Abstract
I first met Julie two years ago when she was then 42. She had very severe, treatment-resistant depression that had started just before the birth of her fourth child and had worsened in the puerperium. Six years on, she had never been well and had been admitted repeatedly when she was judged to present a high suicide risk. She was prescribed maximal levels of venlafaxine along with lithium, mirtazepine, sodium valproate and ECT, which seemed just to maintain stability. Her psychiatrist wondered whether HRT might help.
This was a very reasonable question. Julie's depression could be traced back to oophorectomy for a dermoid cyst during her last pregnancy. The psychiatrists noted that norethisterone, used to stem a very heavy and prolonged period, had appeared to be associated with deterioration which even the ECT could not stabilize. They wondered whether her increasingly sporadic periods and hot flushes might reflect ovarian failure and not be a side-effect of the drugs. I was asked to help.
Julie came with a support worker from the mental health team. Her affect was clearly flat, she did not make eye contact and answered factually in short sentences. She told me that she never went out of the house alone and could do very little other than think of ways to end it all. She realized that her children and husband were caught up in this, but could offer no other solution.
The assessment process suggested that while her severe daytime flushes and night sweats could have been medication related, when combined with the pattern of waking in the middle of the night (not early morning waking), it was more likely to be estrogen deficient. Increased urinary frequency, vaginal dryness, pruritis and loss of libido reinforced this picture. Her bleeding pattern had been erratic for 18 months with periods 3–6 weeks apart and then a three-month gap followed by the heavy prolonged bleed for which norethisterone had been prescribed. Gynaecological assessment for intermenstrual bleeding had revealed no pathology the year before.

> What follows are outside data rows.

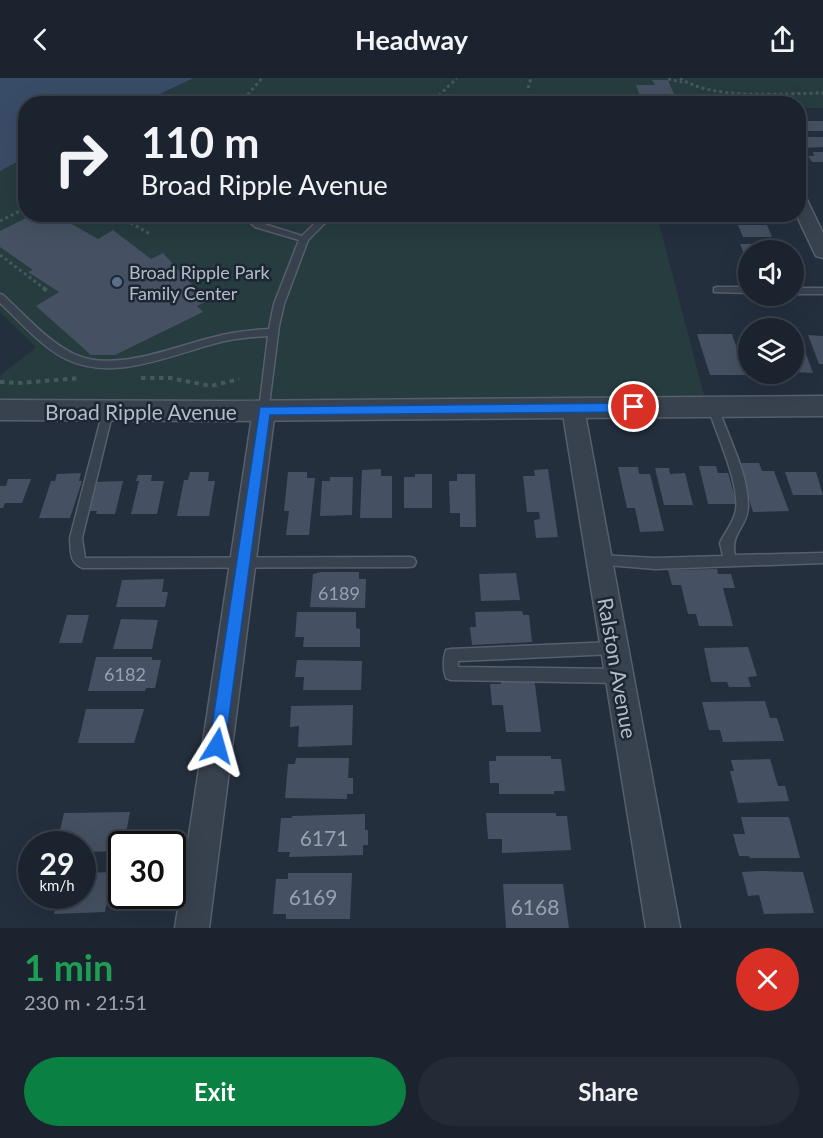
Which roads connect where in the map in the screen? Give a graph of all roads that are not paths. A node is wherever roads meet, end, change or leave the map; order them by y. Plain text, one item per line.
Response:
1 (806, 217) edge
2 (254, 222) edge
3 (322, 222) edge
4 (304, 239) junction
5 (823, 252) edge
6 (717, 290) dead end
7 (738, 290) edge
8 (804, 291) edge
9 (823, 291) edge
10 (0, 297) edge
11 (273, 332) junction
12 (823, 406) edge
13 (713, 407) junction
14 (573, 408) junction
15 (0, 410) edge
16 (264, 410) junction
17 (108, 411) junction
18 (823, 558) edge
19 (599, 560) junction
20 (730, 560) junction
21 (410, 562) dead end
22 (243, 563) junction
23 (614, 648) junction
24 (620, 676) junction
25 (192, 928) edge
26 (663, 928) edge

1 - 5 street
2 - 4 lane
3 - 4 lane
4 - 11 lane
6 - 7 lane
8 - 9 lane
10 - 11 lane
11 - 16 lane
12 - 13 street, Broad Ripple Avenue
13 - 14 street, Broad Ripple Avenue
13 - 20 lane
14 - 16 street, Broad Ripple Avenue
14 - 19 street, Ralston Avenue
15 - 17 street, Broad Ripple Avenue
16 - 17 street, Broad Ripple Avenue
16 - 22 street
17 - 22 lane
18 - 20 lane
19 - 20 lane
19 - 23 street, Ralston Avenue
21 - 22 lane
22 - 25 street
23 - 24 street, Ralston Avenue
23 - 24 lane
24 - 26 street, Ralston Avenue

A presumptive diagnosis of perimenopause was agreed and the issues surrounding hormone therapy discussed. Julie was keen to try. We started with patches delivering 100 µg/day estradiol and suggested a levonorgestrel bearing intrauterine system (IUS) to provide endometrial opposition and bleeding control with least systemic impact.
The patches rapidly produced a lift in mood, but within a week of introduction of the IUS intense suicidal thoughts returned and it had to be removed. We appeared to have demonstrated extreme progesterone intolerance, but to what extent could estrogen help? Julie understood what we were trying to do but also our caution. We agreed that we would use estrogen alone for assessment purposes and if there was significant and sustained improvement would then consider the possibility of hysterectomy in order to avoid the progestagens.

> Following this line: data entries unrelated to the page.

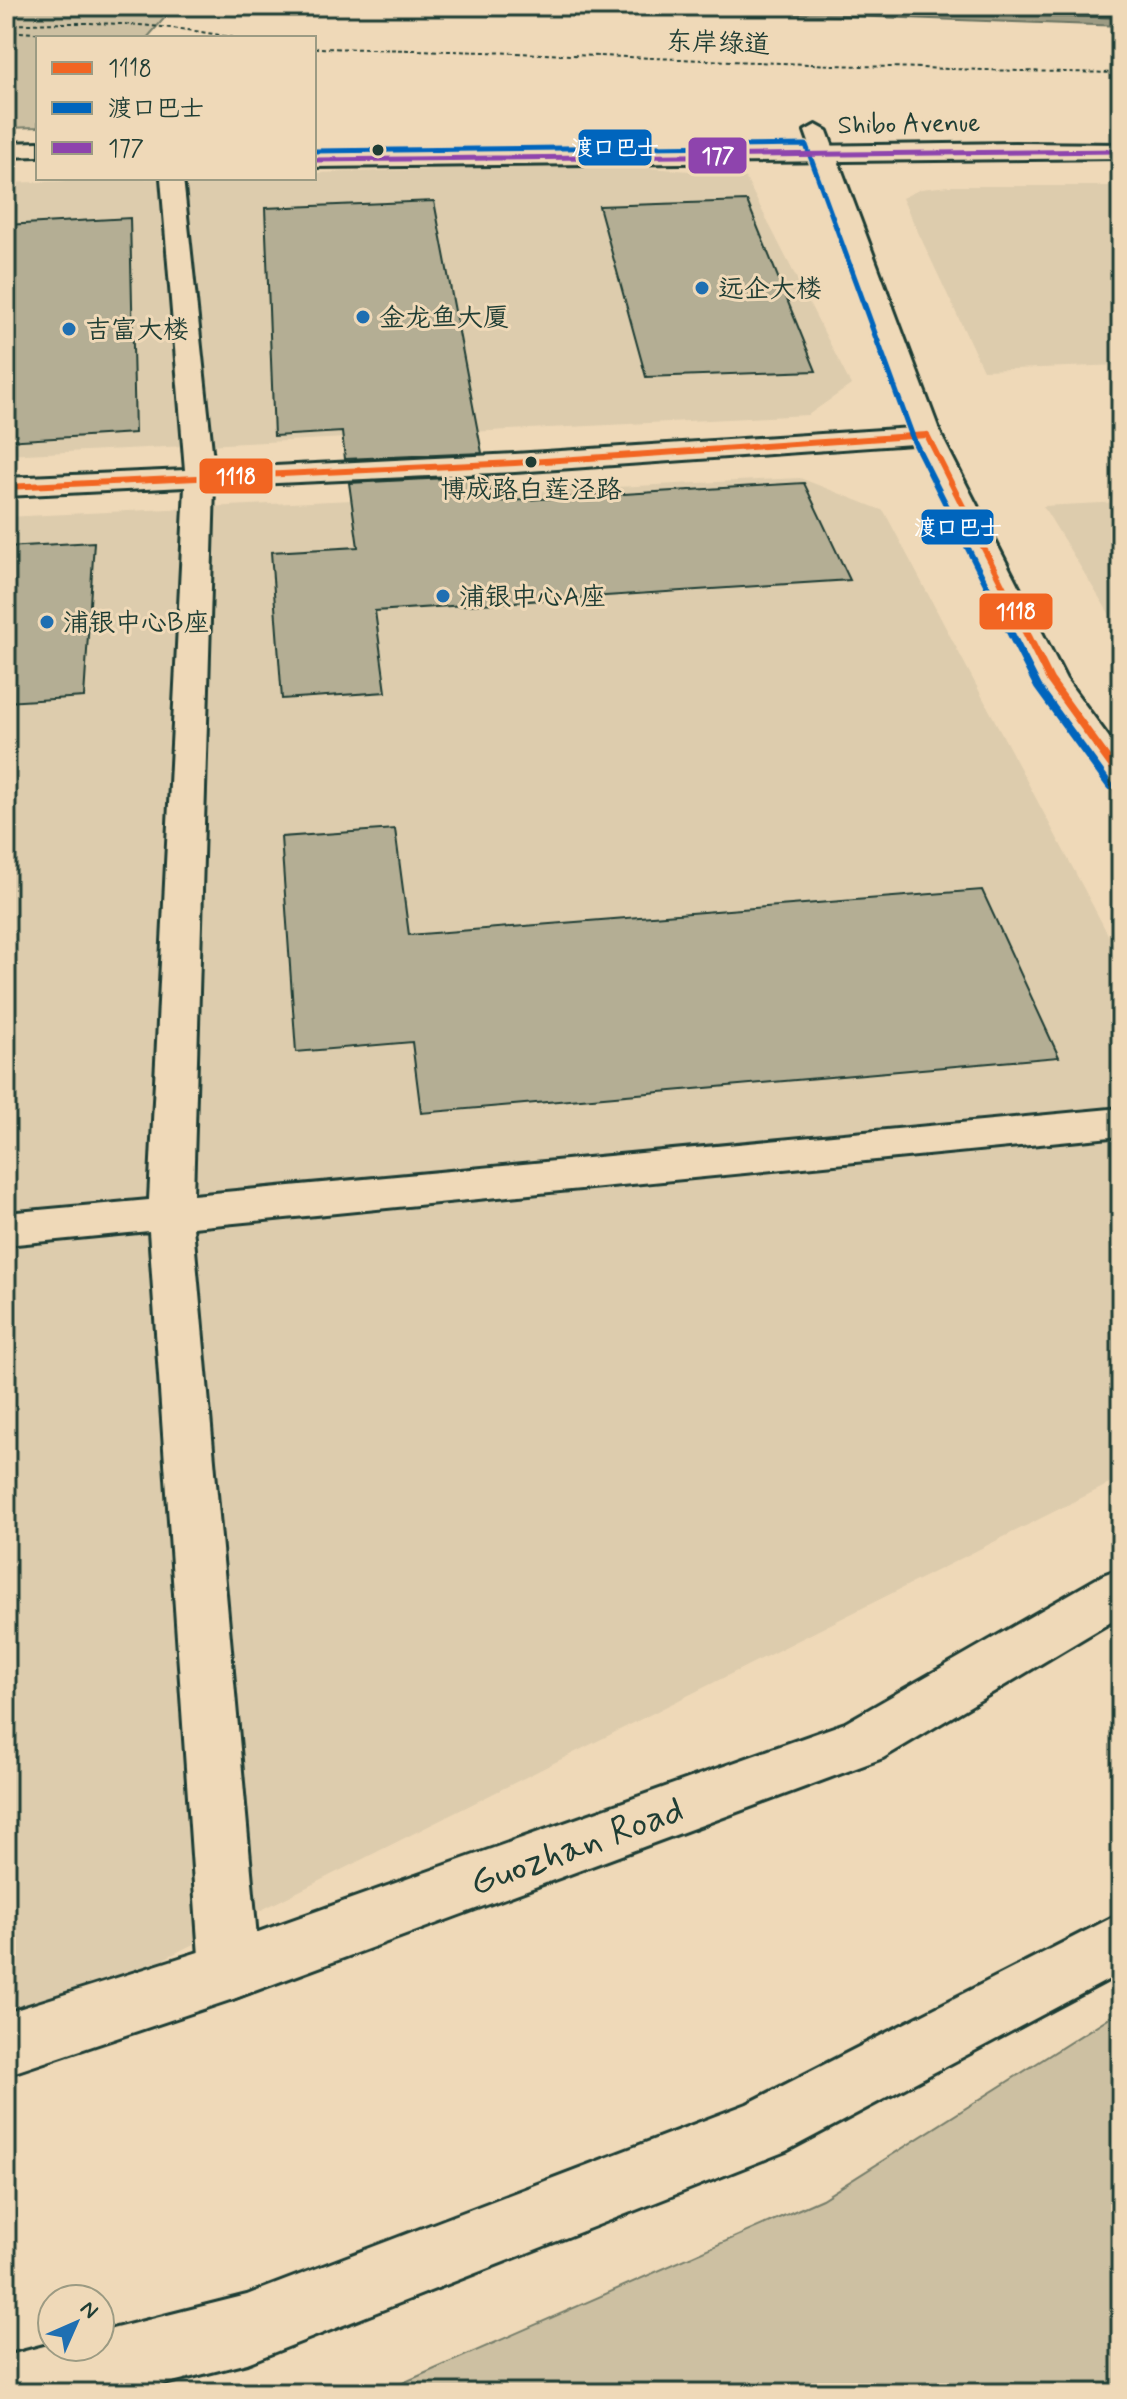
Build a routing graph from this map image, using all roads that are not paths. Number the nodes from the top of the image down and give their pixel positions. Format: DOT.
graph roads {
  1 [pos="925,130"];
  2 [pos="1121,130"];
  3 [pos="316,137"];
  4 [pos="824,138"];
  5 [pos="36,149"];
  6 [pos="6,150"];
  7 [pos="1121,151"];
  8 [pos="316,160"];
  9 [pos="36,170"];
  10 [pos="6,171"];
  11 [pos="172,180"];
  12 [pos="927,435"];
  13 [pos="200,476"];
  14 [pos="6,487"];
  15 [pos="1121,778"];
  16 [pos="1121,1122"];
  17 [pos="170,1213"];
  18 [pos="6,1229"];
  19 [pos="1121,1590"];
  20 [pos="1121,1942"];
  21 [pos="230,1971"];
  22 [pos="6,2044"];
  23 [pos="6,2390"];
  1 -- 2 [label="street, Shibo Avenue"];
  3 -- 4 [label="street, Shibo Avenue"];
  4 -- 7 [label="street, Shibo Avenue"];
  4 -- 8 [label="street, Shibo Avenue"];
  4 -- 12 [label="street"];
  5 -- 6 [label="street"];
  9 -- 10 [label="street"];
  11 -- 13 [label="street"];
  12 -- 13 [label="street"];
  12 -- 15 [label="street"];
  13 -- 14 [label="street"];
  13 -- 17 [label="street"];
  16 -- 17 [label="street"];
  17 -- 18 [label="street"];
  17 -- 21 [label="street"];
  19 -- 21 [label="street, Guozhan Road"];
  20 -- 23 [label="street"];
  21 -- 22 [label="street, Guozhan Road"];
}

Ten weeks later Julie had been to Tesco's on her own for the first time in six years. This might seem trivial but she was delighted. She was still taking all the drugs and her mood was still low though no longer incapacitating: no further ECT had been required. Sleep had improved, her flushes were only sporadic and there had been no bleeding. Vaginal dryness and libido were still a problem. Serum estradiol level was towards the bottom of the reproductive range at 314 pmol/L. Measurement allowed me to argue the case to increase the dose delivered by the patches to 150 µg/24 hours and vaginal estradiol was added.
Three months later the improvement in mood was even more dramatic. As predicted, with physiological levels of estrogen, Julie had started to bleed. This was managed with tranexamic acid. The gynaecology team were well briefed and agreed that hysterectomy with the removal of the residual ovary could be justified on the grounds that the risk of the procedure was less than the risk to Julie's life without estrogen or with a combined regime.
The postoperative road has not been smooth. It has proven difficult to achieve adequate response with patches. Serum estradiol levels without any ovarian production and in the presence of the metabolically stimulating concomitant medication were still only 84 pmol/L when using 2 × 100 µg/24 hour patches of the same variety as before. We resorted to implants and have achieved success. We can chart an almost linear relationship between mood and serum estradiol levels. At 340 pmol/L symptoms start to return but at 674 pmol/L Julie is back to her original personality. She is cheerful, outgoing and independent. She has been able gradually to reduce and then stop all of the psychiatric medication. She is active, four dress sizes smaller and, having previously never left the house, now has a job and is planning a holiday.
Julie is truly a new woman. Her degree of estrogen dependence and progesterone intolerance may be extreme, but is a salutary lesson. It is sobering to think that there may be other women with mental health problems who might benefit from consideration of their hormonal status.